→ **WHAT THE TASK ASKS**
From the records below, take each line where the string "dead" shows up and copy it.
(Beginning of AVAILABLE DATA)
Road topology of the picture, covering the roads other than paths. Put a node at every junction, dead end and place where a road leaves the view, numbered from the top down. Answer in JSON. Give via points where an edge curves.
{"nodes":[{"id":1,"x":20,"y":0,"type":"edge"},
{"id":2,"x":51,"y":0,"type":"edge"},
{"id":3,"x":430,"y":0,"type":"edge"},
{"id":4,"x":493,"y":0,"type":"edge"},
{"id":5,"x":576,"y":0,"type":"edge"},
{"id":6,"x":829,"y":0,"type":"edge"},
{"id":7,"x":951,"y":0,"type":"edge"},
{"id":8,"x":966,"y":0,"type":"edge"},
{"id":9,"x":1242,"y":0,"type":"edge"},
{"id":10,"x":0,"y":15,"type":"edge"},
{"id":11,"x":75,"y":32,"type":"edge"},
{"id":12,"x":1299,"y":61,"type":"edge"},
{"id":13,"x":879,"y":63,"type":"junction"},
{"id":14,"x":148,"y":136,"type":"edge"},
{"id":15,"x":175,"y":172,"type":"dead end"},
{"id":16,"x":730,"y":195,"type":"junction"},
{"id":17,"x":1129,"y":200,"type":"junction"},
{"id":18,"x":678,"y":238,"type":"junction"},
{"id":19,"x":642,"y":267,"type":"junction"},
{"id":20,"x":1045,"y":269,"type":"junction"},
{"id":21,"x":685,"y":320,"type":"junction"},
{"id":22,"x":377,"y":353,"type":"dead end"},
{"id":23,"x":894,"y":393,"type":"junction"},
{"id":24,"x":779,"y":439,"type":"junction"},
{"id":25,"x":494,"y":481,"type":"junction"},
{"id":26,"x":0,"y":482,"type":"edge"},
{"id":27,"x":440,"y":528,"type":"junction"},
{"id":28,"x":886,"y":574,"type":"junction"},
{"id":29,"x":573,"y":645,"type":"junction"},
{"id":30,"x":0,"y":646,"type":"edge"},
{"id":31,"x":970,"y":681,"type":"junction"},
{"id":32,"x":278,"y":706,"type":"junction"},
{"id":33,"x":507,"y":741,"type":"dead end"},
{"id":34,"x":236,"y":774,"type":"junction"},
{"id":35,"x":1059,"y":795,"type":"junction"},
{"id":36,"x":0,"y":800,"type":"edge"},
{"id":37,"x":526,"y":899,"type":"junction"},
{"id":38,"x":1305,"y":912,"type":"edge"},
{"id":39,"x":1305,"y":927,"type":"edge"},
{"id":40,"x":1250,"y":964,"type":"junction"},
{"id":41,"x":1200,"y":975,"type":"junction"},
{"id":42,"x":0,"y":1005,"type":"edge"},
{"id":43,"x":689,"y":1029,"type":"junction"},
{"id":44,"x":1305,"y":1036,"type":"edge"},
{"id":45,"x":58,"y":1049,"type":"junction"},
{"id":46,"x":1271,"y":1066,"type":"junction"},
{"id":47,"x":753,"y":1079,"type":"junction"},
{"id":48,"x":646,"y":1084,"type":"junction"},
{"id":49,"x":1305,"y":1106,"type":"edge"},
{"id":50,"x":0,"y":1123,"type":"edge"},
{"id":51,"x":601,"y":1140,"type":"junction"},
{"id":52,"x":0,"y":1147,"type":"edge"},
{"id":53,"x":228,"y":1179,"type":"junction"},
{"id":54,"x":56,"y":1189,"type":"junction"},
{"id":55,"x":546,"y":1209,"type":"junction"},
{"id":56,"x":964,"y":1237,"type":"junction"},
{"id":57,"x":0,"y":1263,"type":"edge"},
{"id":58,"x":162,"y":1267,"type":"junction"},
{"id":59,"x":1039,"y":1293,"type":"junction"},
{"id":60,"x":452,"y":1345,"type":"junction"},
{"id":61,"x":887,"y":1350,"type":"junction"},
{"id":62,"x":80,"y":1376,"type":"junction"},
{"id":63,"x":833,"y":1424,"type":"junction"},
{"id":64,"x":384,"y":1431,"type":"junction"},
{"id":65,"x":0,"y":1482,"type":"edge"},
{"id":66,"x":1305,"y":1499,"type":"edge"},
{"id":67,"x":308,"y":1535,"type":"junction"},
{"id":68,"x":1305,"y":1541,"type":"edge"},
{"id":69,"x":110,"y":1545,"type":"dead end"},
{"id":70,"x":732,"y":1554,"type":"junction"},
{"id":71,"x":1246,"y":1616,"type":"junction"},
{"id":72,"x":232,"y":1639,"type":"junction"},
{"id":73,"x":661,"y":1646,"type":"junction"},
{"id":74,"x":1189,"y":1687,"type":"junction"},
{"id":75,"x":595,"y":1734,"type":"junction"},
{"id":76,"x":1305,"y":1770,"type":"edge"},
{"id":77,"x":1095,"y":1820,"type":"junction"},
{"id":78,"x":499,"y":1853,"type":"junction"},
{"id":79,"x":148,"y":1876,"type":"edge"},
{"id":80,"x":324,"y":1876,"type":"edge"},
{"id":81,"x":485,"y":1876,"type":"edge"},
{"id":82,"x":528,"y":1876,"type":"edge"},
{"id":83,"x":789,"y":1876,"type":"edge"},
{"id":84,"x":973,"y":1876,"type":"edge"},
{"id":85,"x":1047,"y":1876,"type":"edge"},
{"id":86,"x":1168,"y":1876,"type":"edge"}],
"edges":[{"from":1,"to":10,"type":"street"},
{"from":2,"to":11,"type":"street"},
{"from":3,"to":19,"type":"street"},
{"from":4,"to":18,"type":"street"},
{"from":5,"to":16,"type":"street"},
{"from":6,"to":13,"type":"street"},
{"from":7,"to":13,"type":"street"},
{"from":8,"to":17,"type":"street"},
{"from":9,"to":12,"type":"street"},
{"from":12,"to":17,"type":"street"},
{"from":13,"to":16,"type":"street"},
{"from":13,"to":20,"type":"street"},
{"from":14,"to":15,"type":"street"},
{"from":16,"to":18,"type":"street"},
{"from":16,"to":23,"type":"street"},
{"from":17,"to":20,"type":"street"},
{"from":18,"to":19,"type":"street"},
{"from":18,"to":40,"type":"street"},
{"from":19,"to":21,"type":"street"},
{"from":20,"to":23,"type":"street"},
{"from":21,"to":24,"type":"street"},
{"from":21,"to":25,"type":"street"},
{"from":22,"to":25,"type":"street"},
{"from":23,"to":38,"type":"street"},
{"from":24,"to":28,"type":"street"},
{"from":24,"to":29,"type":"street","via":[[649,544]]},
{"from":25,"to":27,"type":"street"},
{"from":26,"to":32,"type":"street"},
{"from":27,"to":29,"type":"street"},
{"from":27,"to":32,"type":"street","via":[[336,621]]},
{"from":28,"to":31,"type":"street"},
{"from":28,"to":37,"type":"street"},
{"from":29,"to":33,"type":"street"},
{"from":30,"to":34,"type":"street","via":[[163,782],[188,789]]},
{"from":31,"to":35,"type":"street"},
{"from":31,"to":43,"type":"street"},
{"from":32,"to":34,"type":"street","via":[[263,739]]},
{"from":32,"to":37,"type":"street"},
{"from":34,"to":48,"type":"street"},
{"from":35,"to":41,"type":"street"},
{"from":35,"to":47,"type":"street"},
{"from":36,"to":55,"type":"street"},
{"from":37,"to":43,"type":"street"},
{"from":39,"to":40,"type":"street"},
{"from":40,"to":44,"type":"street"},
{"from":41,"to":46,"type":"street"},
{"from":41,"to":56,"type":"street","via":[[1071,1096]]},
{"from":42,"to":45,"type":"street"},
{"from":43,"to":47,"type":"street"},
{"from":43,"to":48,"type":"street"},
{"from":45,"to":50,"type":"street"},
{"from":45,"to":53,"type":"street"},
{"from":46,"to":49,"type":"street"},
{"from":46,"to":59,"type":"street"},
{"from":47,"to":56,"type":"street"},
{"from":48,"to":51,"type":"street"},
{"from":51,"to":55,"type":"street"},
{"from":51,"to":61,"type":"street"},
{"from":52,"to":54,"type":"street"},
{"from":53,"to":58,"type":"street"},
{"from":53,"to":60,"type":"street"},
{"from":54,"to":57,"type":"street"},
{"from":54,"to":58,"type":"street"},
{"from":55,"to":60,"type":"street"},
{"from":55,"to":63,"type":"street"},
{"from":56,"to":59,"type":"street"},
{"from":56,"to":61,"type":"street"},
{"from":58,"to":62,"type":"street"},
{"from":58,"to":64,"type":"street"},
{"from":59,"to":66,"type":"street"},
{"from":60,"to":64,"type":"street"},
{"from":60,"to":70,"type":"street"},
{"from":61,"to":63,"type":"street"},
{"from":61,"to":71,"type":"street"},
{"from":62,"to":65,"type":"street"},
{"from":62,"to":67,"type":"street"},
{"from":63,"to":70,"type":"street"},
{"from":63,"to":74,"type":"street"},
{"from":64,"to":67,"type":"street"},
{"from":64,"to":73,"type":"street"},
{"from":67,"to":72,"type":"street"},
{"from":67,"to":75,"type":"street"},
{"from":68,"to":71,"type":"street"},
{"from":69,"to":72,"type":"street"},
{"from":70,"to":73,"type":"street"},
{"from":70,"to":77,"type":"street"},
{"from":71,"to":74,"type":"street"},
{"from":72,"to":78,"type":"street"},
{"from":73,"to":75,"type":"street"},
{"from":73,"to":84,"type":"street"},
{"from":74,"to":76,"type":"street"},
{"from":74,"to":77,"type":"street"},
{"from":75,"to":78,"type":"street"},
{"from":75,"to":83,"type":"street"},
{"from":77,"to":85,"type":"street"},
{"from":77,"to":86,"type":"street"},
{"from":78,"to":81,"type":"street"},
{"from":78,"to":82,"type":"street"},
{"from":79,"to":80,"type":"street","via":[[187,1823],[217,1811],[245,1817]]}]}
(End of AVAILABLE DATA)
→ **REPLY TO THE TASK**
Road topology of the picture, covering the roads other than paths. Put a node at every junction, dead end and place where a road leaves the view, numbered from the top down. Answer in JSON. Give via points where an edge curves.
{"id":15,"x":175,"y":172,"type":"dead end"},
{"id":22,"x":377,"y":353,"type":"dead end"},
{"id":33,"x":507,"y":741,"type":"dead end"},
{"id":69,"x":110,"y":1545,"type":"dead end"},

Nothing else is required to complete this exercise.